Freaking, which is referred to as grinding by students, is a new kind of dance that puts two students very close to each other, often in very suggestive ways. The above statement is an opinion, however, as what is suggestive is in the eye of the beholder. The fact is that in the majority of schools in the nation, freaking is prohibited by the administration. “I can see why it’s not allowed. I just personally think that schools need to accept it as a new dance that we like,” expressed freshman Kayla Eaches. This opinion stands out as one of the more accepted student views on the school policy.
“If we are going to dance like this outside of school why can’t we do it inside of school?” questioned junior Jeanna Mazaris. Many students are fiercely against the policy, and will still participate in the freaking until an administrator or staff member comes and breaks up the dancing. The administration is very aware of the attitudes towards the policy, so there are usually one or two assistant principals walking around looking for students violating the rule.
It seems that the school recognizes the mostly negative opinions towards the policy; the penalties for violating the policy are for the most part a tap on the shoulder, or a polite comment asking you to stop. “At the end of the day, it is just one of those things that teens are going to do and adults aren’t going to accept,” remarked senior Ryan Bleull.
Other students such as Chapman Tagg have learned to just live with the rule. Tagg said, “I am Mormon, so I wouldn’t do it either way.”
This new freaking dance is catching on similarly to how most dancing throughout the ages has caught on. When you look back in time back to when the youth was trying out new dances, most were rejected by the older generation and taken in by the youth with open arms. Back in the 1800’s, if you touched women around their hips during ballroom dance, it was often frowned upon, so noticing the evolution of dance and acceptance of more suggestive dances is very evident. “ I see grinding [freaking] being accepted in the next 10 years, just like the way greasers used to dance back in the 50’s was accepted,” echoed junior Josh Williams. This way of thinking is optimistic but in vain, as freaking is very suggestive to the point where some people refer to it as “sex dancing,” explained freshman Brendan Evans.

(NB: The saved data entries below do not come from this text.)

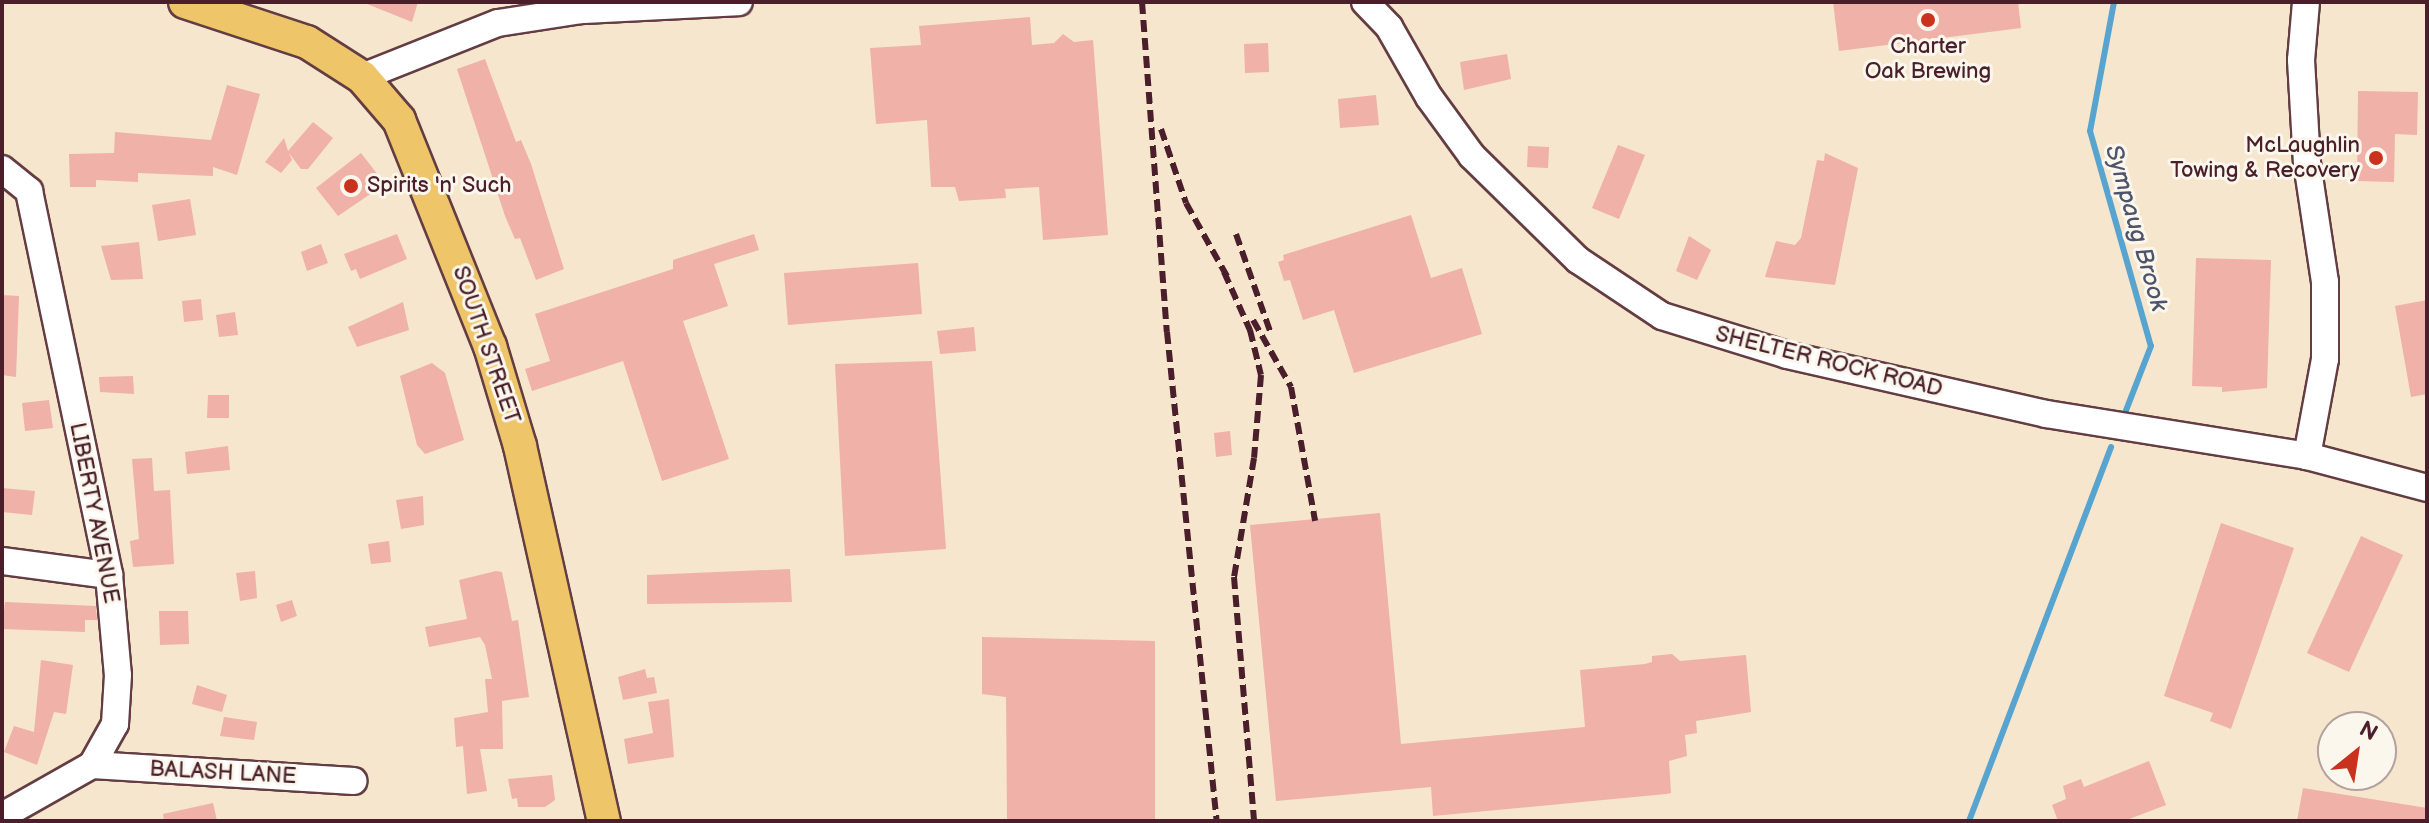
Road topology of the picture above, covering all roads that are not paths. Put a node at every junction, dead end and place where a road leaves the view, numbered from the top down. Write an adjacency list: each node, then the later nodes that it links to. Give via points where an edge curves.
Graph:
1 (185, 2): 5 (main road, SOUTH STREET, via 307,42)
2 (739, 2): 5 (street, via 582,10 498,23)
3 (1365, 2): 7 (street, SHELTER ROCK ROAD, via 1381,15 1472,156 1578,260 1662,316 1787,355 2087,423)
4 (2306, 2): 7 (street, via 2301,60 2307,163 2325,282 2325,344)
5 (362, 77): 14 (main road, SOUTH STREET, via 399,120 490,346 567,637)
6 (2, 169): 10 (street, LIBERTY AVENUE, via 29,191)
7 (2307, 456): 8 (street, SHELTER ROCK ROAD)
8 (2427, 488)
9 (2, 561): 10 (street)
10 (109, 575): 11 (street, LIBERTY AVENUE, via 118,675 115,724)
11 (92, 765): 12 (street, BALASH LANE); 13 (street)
12 (354, 781)
13 (2, 816)
14 (604, 821)

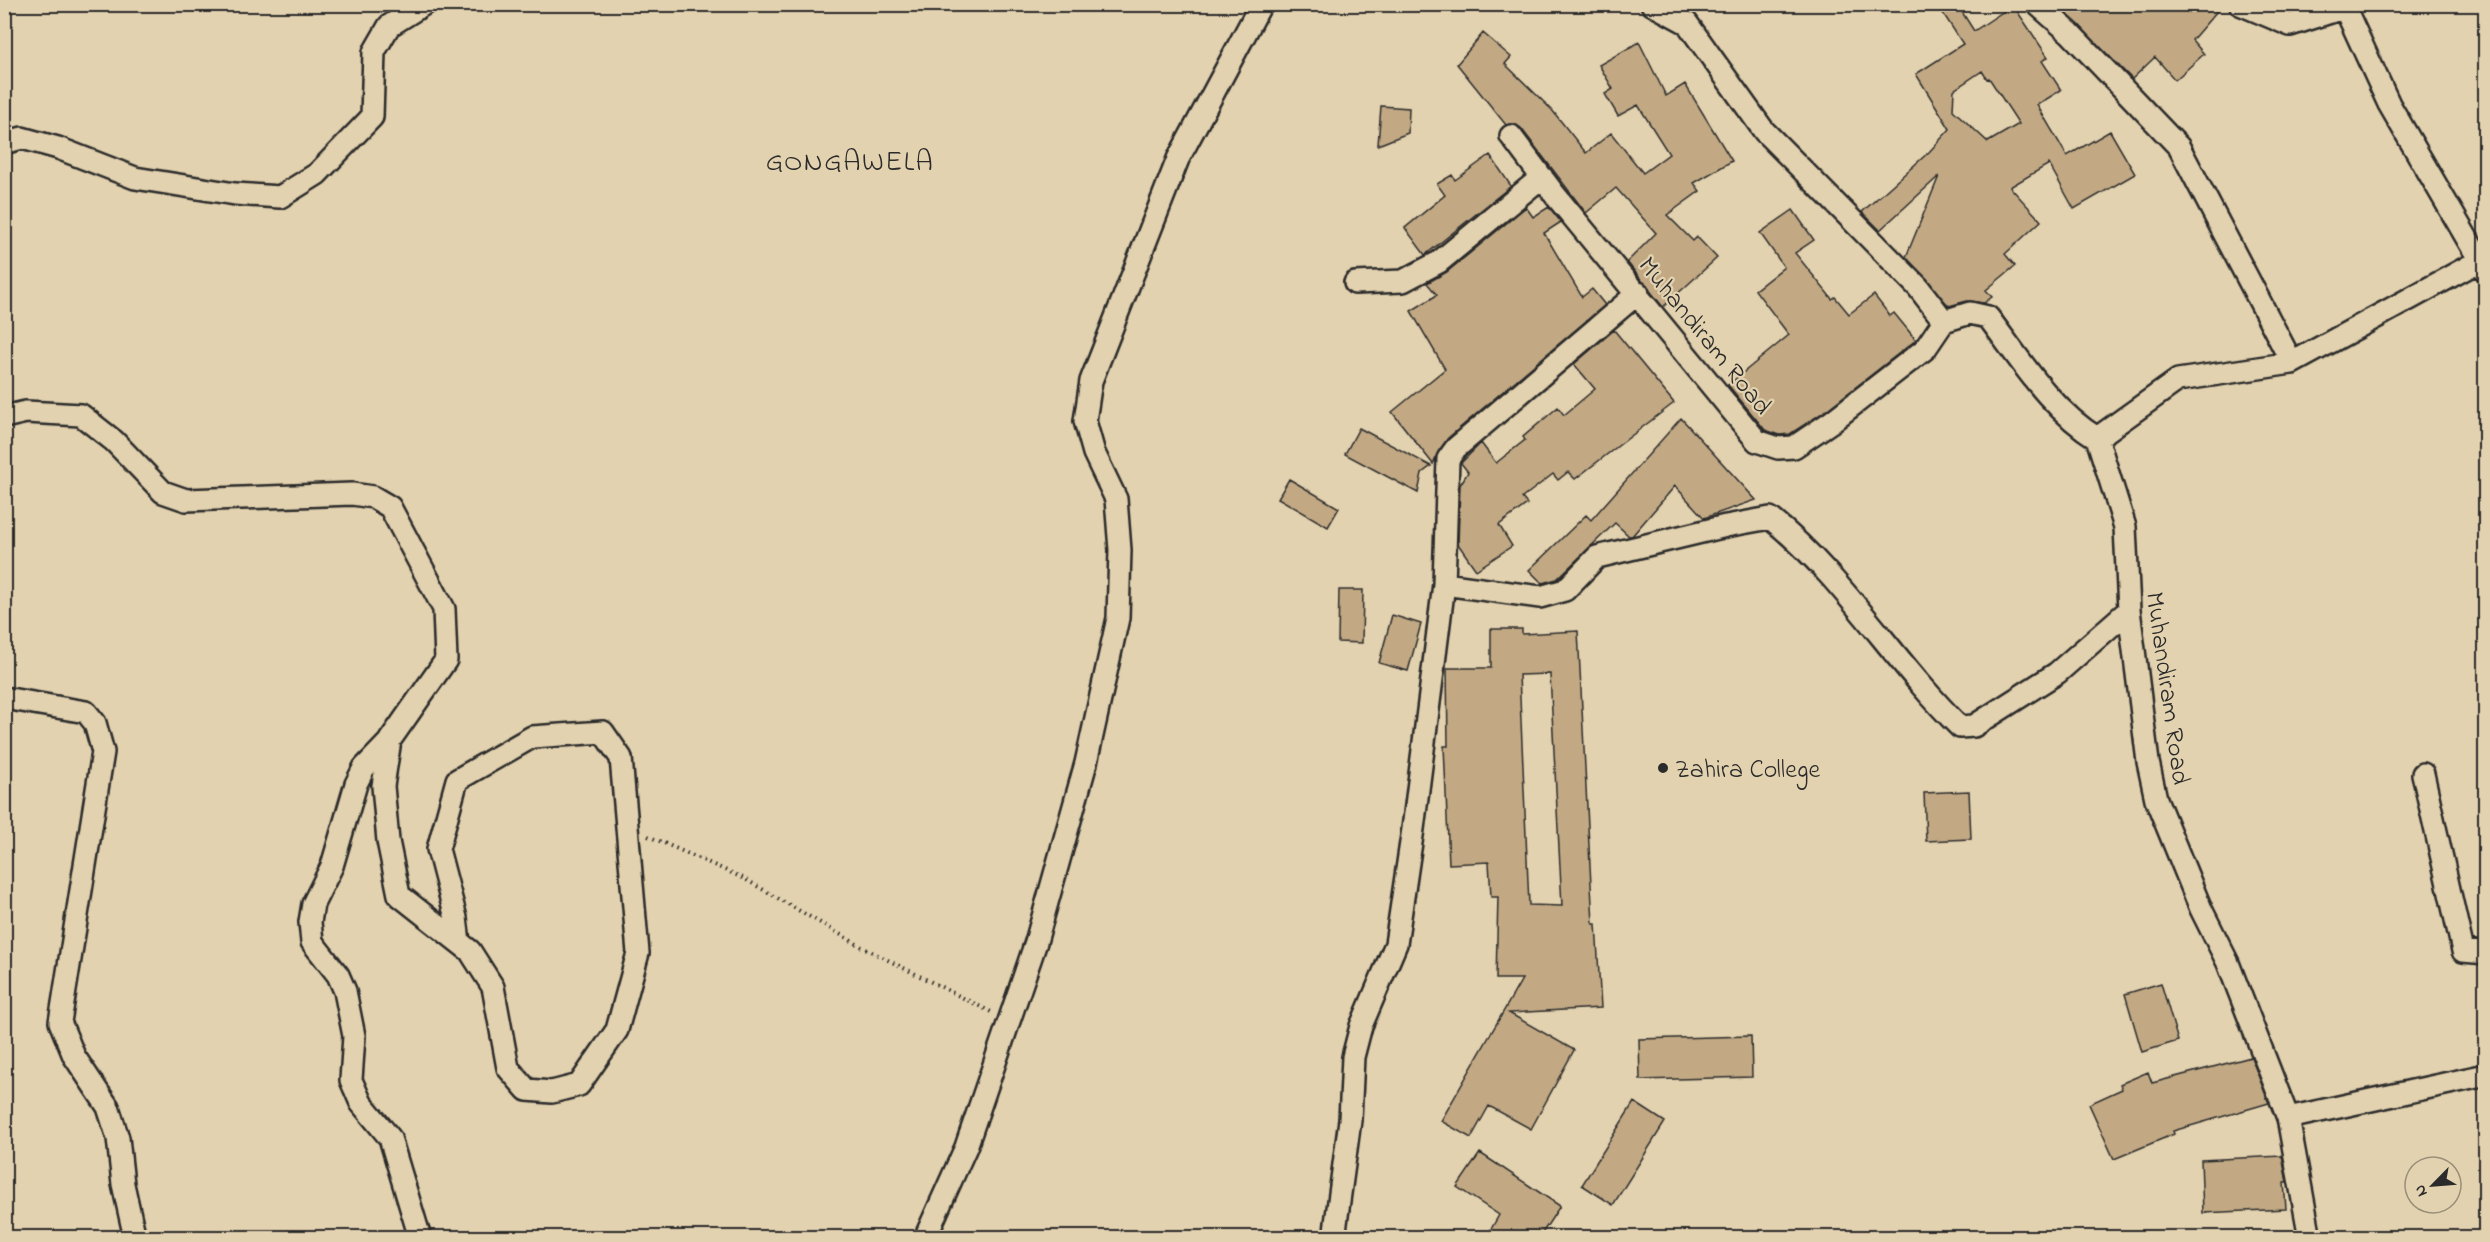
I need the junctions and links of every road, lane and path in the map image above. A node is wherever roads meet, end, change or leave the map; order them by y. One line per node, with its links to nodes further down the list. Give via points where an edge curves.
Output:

Freaking is not the only dance not allowed by Loudoun County Public Schools, Raving is also prohibited. Raving is categorized as dancing where people are jumping or flailing their arms around usually in a pumping motion, usually set to music with 200 bpm or more. This dance is not sexually suggestive, but in fact it is dangerous to students who are within arm’s length of the person who is raving. Raving is notorious for having an innocent dancer taking an elbow, arm, or fist to the head.
Rave music in itself is mostly underground due to the fact that most of the people that listen to electronic music are in their early twenties. “I rave when I’m at a rave but I personally don’t see the point to rave at homecoming. The music is just not right for it,” exclaimed senior Robert Rasiak. The views on this are also more positive among the students, because most students don’t want an elbow to their head during Homecoming. Raving is also not as big a problem with enforcement with the administration; they did not have to stop any raving of any kind at homecoming this year.